For programmatic use, force the final answer into a schema. I switch to deepseek-v3.2 here because it handles JSON mode and coding contexts well, and it is available on Oxlo.ai's free tier for experimentation.

def ask_json(question: str) -> dict:
    messages = [
        {"role": "system", "content": SYSTEM_PROMPT},
        {"role": "user", "content": question},
    ]

    response = client.chat.completions.create(
        model="deepseek-v3.2",
        messages=messages,
        tools=tools,
        tool_choice="auto",
    )

    msg = response.choices[0].message

    if msg.tool_calls:
        messages.append({
            "role": "assistant",
            "content": msg.content or "",
            "tool_calls": [tc.model_dump() for tc in msg.tool_calls],
        })

        for tc in msg.tool_calls:
            if tc.function.name == "get_docs":
                args = json.loads(tc.function.arguments)
                result = get_docs(args["module"])
                messages.append({
                    "role": "tool",
                    "tool_call_id": tc.id,
                    "content": result,
                })

    messages.append({
        "role": "system",
        "content": "Now respond in JSON with keys: answer (string), citations (list), code_example (string or null)."
    })

    response = client.chat.completions.create(
        model="deepseek-v3.2",
        messages=messages,
        response_format={"type": "json_object"},
    )

    return json.loads(response.choices[0].message.content)

print(json.dumps(ask_json("How do I initialize a BaseWidget?"), indent=2))

Run it

Wire everything into a short test harness. Because Oxlo.ai charges per request rather than per token, these multi-turn loops cost the same whether the user pastes a one-line question or a thousand-word specification.

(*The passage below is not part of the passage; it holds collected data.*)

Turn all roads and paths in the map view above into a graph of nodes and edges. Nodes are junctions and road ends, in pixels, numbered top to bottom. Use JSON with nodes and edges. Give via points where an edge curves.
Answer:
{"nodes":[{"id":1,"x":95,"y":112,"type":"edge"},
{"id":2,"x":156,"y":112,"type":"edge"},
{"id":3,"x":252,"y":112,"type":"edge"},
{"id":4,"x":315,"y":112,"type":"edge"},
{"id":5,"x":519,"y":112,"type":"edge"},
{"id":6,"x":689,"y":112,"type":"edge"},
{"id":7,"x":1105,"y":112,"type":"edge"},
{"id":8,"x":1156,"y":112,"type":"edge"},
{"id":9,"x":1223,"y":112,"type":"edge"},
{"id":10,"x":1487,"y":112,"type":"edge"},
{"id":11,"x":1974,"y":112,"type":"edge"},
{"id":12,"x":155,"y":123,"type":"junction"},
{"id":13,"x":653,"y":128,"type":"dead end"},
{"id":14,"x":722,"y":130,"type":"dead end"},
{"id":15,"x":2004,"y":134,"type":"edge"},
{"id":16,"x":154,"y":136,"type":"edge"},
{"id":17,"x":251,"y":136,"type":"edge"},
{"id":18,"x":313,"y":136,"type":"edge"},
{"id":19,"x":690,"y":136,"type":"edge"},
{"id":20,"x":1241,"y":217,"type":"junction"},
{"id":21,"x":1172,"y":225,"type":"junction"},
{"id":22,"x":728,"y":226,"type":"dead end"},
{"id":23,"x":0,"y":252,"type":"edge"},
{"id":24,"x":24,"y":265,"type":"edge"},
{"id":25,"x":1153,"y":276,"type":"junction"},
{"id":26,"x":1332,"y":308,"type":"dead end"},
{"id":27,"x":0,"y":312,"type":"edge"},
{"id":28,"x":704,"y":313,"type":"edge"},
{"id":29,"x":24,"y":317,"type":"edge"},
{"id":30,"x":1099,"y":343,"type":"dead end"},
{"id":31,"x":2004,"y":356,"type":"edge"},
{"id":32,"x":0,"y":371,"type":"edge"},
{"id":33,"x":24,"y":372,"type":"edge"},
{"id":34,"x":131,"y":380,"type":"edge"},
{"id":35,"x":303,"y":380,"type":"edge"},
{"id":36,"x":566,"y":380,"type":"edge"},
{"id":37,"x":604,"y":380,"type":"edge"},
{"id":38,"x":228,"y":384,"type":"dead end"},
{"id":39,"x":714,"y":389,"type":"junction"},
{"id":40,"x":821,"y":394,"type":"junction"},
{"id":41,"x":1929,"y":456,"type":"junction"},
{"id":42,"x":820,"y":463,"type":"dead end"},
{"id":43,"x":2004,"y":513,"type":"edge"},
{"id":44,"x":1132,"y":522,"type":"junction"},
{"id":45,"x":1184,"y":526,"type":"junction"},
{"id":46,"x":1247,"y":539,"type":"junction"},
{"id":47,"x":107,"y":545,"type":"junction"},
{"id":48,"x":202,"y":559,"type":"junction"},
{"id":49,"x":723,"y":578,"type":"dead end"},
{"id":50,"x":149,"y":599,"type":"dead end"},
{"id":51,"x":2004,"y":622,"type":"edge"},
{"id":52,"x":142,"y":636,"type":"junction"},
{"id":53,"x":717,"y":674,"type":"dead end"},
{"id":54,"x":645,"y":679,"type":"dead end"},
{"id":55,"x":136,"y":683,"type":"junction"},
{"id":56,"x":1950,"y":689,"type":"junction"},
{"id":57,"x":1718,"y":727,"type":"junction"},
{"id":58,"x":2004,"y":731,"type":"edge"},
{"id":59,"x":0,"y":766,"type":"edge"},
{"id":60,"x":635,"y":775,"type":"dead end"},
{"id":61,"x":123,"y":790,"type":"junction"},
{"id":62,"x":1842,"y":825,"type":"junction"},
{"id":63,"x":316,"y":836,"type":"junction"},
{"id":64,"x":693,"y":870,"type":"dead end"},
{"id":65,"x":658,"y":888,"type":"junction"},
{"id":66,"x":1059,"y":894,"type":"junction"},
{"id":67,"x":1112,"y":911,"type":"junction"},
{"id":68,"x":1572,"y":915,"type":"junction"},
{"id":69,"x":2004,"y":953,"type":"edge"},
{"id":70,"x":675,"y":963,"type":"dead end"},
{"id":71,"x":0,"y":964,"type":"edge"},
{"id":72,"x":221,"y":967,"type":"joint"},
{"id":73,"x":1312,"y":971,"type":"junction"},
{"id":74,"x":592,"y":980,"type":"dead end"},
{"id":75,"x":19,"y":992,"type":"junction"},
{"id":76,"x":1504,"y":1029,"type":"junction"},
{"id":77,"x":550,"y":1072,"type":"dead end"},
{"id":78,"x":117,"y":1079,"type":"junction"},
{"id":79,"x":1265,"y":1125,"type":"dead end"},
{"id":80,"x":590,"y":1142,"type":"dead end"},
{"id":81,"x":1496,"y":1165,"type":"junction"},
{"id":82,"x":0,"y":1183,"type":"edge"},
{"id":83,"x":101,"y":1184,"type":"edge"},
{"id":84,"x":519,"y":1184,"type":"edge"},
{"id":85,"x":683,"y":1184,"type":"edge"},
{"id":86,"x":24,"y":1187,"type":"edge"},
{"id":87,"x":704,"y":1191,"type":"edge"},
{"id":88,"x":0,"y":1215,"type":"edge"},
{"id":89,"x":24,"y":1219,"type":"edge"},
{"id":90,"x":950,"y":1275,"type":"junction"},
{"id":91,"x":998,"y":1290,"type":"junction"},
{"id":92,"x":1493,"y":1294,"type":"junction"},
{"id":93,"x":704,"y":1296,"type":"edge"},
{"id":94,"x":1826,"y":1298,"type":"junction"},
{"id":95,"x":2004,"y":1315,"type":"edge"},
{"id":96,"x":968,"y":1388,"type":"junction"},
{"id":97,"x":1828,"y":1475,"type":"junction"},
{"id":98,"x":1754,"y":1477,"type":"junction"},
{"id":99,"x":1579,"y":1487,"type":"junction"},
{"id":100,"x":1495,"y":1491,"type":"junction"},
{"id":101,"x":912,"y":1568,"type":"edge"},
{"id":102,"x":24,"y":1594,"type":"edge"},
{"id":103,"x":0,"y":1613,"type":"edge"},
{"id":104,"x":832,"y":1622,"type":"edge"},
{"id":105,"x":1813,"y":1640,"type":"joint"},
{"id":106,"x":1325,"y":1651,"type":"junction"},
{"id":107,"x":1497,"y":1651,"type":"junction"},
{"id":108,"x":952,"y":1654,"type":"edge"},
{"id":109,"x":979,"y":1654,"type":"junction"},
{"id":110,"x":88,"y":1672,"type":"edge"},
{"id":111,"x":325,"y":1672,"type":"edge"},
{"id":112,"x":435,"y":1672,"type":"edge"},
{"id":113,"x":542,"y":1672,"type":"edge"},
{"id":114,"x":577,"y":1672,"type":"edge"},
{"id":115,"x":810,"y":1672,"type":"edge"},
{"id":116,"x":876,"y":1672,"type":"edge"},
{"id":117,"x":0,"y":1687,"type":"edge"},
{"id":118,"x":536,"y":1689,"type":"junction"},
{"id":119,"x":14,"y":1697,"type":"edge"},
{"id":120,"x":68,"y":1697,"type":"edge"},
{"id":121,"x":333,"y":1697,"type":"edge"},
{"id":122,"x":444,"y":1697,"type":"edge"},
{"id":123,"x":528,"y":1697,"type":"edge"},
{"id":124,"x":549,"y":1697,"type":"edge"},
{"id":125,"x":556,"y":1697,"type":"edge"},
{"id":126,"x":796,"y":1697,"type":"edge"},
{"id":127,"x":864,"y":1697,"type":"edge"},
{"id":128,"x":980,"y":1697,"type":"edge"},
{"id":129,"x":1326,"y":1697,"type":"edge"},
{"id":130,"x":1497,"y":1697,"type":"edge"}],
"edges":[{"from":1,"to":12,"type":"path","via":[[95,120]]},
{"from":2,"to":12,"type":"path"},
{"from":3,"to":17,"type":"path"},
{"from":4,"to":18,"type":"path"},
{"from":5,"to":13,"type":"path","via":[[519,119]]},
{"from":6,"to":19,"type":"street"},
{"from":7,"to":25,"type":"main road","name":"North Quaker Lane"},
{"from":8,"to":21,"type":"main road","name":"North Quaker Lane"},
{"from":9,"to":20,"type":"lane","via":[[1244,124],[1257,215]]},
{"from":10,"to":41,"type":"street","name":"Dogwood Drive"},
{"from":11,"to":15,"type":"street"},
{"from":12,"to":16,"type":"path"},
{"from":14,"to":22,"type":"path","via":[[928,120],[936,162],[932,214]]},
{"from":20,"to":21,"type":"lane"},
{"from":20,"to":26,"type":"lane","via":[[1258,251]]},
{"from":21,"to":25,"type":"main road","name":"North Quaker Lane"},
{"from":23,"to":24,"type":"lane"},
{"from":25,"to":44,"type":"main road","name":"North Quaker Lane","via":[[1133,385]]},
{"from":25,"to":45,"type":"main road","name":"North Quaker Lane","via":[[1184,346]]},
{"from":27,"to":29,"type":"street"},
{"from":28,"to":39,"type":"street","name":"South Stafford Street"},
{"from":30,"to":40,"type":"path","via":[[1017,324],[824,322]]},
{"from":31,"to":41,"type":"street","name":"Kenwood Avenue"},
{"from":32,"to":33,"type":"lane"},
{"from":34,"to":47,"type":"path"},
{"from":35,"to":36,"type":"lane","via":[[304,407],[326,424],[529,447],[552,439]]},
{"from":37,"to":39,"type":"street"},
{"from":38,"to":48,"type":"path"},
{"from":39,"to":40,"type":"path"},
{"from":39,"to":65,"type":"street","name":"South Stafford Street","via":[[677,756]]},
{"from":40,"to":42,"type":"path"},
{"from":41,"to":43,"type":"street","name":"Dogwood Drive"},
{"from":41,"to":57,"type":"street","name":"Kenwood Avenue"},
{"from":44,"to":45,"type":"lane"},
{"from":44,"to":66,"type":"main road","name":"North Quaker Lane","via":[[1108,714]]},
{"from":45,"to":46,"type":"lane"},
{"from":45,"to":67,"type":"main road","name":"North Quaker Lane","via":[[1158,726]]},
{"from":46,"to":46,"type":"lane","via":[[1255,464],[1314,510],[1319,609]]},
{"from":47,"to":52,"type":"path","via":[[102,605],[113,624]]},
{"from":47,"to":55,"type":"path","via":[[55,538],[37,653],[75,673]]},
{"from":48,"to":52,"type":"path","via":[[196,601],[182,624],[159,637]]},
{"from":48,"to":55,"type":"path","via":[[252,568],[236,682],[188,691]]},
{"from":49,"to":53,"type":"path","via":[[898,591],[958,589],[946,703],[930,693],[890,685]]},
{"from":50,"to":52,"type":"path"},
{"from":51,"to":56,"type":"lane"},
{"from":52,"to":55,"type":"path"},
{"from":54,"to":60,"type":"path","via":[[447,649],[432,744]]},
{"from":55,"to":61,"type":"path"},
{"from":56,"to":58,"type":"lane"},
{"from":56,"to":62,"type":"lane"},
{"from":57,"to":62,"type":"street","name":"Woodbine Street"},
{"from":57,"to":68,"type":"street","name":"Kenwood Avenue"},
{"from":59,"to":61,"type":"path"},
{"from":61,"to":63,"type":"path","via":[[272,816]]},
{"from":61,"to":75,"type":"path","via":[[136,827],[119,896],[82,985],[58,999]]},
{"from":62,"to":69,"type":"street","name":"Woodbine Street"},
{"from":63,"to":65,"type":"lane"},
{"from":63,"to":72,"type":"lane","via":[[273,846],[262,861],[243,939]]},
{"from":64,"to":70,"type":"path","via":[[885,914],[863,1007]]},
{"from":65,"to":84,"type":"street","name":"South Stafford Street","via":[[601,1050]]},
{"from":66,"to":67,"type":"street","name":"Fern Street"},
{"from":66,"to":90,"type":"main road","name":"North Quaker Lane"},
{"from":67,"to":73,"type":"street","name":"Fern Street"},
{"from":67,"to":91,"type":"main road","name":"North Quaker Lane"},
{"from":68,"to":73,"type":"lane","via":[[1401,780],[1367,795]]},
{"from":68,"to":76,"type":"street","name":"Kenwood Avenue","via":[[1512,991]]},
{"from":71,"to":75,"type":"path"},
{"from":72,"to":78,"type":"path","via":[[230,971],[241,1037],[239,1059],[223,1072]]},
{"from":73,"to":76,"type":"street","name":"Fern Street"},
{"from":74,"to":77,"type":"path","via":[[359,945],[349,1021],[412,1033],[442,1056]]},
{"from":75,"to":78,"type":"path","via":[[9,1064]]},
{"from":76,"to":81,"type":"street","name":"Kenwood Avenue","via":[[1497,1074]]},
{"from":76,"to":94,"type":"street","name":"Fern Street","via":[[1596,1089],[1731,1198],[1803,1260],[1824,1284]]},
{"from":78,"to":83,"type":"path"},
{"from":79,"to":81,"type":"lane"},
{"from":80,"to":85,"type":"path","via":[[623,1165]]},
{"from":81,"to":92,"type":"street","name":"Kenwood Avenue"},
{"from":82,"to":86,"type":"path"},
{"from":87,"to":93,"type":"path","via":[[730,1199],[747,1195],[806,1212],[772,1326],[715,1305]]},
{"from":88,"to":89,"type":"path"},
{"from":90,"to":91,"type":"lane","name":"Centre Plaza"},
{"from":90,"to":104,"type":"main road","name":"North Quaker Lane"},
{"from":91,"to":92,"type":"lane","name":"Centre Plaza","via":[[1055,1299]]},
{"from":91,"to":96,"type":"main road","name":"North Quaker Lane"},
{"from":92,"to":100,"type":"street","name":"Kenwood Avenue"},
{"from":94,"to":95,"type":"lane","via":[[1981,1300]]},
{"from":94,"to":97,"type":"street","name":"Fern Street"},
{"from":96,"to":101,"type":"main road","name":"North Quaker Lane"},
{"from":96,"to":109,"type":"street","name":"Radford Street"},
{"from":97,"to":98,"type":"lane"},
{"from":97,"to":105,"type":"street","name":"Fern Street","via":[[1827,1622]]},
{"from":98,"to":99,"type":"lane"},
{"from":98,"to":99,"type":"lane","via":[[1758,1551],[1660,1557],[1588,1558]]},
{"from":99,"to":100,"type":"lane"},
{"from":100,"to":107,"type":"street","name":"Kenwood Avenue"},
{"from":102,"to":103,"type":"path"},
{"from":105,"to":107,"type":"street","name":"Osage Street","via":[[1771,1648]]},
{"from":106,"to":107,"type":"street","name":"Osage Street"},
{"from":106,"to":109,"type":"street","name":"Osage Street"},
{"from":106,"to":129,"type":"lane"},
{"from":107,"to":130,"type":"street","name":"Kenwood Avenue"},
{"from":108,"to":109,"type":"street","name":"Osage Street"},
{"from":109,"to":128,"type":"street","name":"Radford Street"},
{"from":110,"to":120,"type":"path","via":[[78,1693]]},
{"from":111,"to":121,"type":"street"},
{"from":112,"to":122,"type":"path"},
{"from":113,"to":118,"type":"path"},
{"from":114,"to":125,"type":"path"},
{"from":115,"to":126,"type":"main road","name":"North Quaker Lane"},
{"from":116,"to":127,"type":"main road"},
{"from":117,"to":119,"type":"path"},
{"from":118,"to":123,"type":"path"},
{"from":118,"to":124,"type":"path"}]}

if __name__ == "__main__":
    tests = [
        "How do I initialize a BaseWidget?",
        "What does widgets.http do?",
        "Can I set a custom timeout?",
    ]

    for q in tests:
        print(f"\nQ: {q}")
        print("A:", ask_json(q))

Example output:

Q: How do I initialize a BaseWidget?
A: {
  "answer": "Use BaseWidget(name, timeout=30) to initialize an instance.",
  "citations": ["source: widgets.core"],
  "code_example": "from widgets.core import BaseWidget\nw = BaseWidget(name='demo', timeout=30)"
}

Q: What does widgets.http do?
A: {
  "answer": "widgets.http.build_client returns an async HTTP client with retries and connection pooling.",
  "citations": ["source: widgets.http"],
  "code_example": "from widgets.http import build_client\nclient = await build_client()"
}

Q: Can I set a custom timeout?
A: {
  "answer": "I don't have that context",
  "citations": [],
  "code_example": null
}

Next steps

Replace DOCS_DB with a real vector database such as Chroma or pgvector, and retrieve chunks dynamically before calling the model. If you need vision support or longer context windows, swap deepseek-v3.2 for kimi-k2.6. For multilingual agent workflows, qwen-3-32b is a strong drop-in alternative. Because Oxlo.ai uses flat per-request pricing, adding retrieval steps or increasing prompt length will not inflate your bill the way token-based providers do.